_The problem:_
An exact, word-for-word copy of the entries is required, beginning at the line that contains "ring mcp: (346, 240)" and ending at the last line, both included.

_Available data:_
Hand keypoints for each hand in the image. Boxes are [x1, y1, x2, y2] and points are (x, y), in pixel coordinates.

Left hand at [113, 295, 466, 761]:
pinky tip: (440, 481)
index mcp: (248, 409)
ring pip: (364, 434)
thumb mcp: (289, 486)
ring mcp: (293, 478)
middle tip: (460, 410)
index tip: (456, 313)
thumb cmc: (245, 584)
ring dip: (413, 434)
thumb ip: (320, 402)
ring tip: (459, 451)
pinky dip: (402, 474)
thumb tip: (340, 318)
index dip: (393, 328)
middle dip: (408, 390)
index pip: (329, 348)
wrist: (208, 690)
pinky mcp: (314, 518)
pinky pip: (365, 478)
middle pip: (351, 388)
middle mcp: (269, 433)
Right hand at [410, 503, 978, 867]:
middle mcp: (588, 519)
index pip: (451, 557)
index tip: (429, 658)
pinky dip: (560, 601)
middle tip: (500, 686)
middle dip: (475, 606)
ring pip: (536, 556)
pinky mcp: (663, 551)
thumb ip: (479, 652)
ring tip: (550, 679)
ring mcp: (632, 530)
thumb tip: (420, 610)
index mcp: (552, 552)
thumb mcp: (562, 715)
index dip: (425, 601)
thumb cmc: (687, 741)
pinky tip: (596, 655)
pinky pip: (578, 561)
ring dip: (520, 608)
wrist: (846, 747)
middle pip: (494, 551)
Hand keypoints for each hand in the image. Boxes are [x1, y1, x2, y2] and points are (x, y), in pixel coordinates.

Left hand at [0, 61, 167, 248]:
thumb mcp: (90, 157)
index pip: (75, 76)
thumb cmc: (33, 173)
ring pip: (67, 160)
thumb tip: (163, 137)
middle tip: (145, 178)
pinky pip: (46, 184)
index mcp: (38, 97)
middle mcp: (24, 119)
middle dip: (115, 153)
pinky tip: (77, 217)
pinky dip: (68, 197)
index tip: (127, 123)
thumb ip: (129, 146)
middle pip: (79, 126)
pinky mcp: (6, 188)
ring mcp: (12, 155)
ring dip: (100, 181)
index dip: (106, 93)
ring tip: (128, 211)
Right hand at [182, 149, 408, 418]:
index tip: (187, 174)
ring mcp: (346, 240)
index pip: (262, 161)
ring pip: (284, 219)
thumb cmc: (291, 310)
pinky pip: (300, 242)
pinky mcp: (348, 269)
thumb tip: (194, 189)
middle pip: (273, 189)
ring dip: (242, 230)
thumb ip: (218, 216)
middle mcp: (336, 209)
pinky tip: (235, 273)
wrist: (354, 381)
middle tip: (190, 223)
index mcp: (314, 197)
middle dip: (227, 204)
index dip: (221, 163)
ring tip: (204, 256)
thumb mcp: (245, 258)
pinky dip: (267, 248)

_Response to the task:_
ring mcp: (346, 240)
index pip: (262, 161)
ring pip: (284, 219)
thumb cmc: (291, 310)
pinky pip: (300, 242)
pinky mcp: (348, 269)
thumb tip: (194, 189)
middle pip: (273, 189)
ring dip: (242, 230)
thumb ip: (218, 216)
middle mcp: (336, 209)
pinky tip: (235, 273)
wrist: (354, 381)
middle tip: (190, 223)
index mcp: (314, 197)
middle dip: (227, 204)
index dip: (221, 163)
ring tip: (204, 256)
thumb mcp: (245, 258)
pinky dip: (267, 248)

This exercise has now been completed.